Home Normas da Receita Federal Classificação fiscal de complemento alimentar com vitaminas e zinco na NCM 2106.90.30
Normas da Receita FederalPareceres Normativos

Classificação fiscal de complemento alimentar com vitaminas e zinco na NCM 2106.90.30

Share
classificação fiscal de complemento alimentar com vitaminas e zinco
Share

A classificação fiscal de complemento alimentar com vitaminas e zinco foi objeto de análise pela Receita Federal do Brasil através da Solução de Consulta COSIT nº 98.151, de 29 de abril de 2021. O documento estabelece importantes critérios para diferenciação entre complementos alimentares e medicamentos para fins de classificação na Nomenclatura Comum do Mercosul (NCM).
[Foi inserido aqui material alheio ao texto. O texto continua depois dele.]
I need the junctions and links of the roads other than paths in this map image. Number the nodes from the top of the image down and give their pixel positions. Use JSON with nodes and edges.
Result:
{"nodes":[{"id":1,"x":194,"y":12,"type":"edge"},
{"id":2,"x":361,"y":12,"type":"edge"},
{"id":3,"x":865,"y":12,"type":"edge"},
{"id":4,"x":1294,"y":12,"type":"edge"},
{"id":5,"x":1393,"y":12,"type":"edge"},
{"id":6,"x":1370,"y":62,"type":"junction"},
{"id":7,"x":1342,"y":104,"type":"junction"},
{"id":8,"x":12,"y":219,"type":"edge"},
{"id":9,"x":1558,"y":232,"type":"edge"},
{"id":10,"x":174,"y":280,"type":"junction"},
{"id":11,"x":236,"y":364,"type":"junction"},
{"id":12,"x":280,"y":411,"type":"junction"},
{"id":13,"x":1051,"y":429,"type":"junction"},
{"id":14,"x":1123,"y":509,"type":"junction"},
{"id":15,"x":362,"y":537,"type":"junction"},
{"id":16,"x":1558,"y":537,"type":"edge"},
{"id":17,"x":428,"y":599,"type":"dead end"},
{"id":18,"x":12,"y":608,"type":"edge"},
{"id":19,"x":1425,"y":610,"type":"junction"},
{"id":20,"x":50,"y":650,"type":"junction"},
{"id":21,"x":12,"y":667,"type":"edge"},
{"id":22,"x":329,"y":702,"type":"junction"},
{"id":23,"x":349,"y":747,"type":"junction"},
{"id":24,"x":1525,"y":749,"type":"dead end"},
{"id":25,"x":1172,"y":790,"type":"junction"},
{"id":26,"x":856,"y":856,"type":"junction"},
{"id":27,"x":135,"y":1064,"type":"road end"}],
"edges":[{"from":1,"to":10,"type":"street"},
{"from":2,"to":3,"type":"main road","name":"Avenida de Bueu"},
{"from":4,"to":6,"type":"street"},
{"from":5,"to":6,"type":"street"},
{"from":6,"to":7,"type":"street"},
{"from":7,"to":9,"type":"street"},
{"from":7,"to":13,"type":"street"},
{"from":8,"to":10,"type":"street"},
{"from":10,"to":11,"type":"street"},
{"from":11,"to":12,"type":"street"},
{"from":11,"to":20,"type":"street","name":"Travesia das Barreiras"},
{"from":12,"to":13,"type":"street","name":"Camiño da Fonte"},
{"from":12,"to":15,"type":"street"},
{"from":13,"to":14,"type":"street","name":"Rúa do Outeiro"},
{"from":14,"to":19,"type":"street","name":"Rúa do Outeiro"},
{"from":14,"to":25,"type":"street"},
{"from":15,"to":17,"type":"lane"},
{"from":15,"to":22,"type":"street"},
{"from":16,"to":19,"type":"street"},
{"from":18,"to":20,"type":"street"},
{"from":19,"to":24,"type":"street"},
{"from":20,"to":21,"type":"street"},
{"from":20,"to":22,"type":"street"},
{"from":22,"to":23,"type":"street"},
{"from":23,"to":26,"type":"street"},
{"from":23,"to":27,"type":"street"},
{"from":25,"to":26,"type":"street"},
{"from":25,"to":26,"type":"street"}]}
  • Tipo de norma: Solução de Consulta
  • Número/referência: nº 98.151 – COSIT
  • Data de publicação: 29/04/2021
  • Órgão emissor: Coordenação-Geral de Tributação da Receita Federal do Brasil

Introdução

A Solução de Consulta COSIT nº 98.151/2021 analisou a classificação fiscal na NCM de um complemento alimentar em forma de comprimidos contendo vitaminas C, D e zinco, destinado ao reforço do sistema imunológico contra sintomas gripais. A decisão estabelece critérios objetivos para classificar produtos dessa natureza, afetando diretamente importadores, fabricantes e comerciantes de suplementos alimentares.

Contexto da Norma

A consulta teve como objeto um produto comercializado na forma de comprimidos, contendo por unidade 1.000 mg de vitamina C (ascorbato de sódio), 455 UI de vitamina D (colecalciferol) e 10 mg de zinco (citrato de zinco tri-hidratado), além de excipientes. O produto é apresentado em cartucho contendo 30 comprimidos revestidos, acondicionados em blísteres.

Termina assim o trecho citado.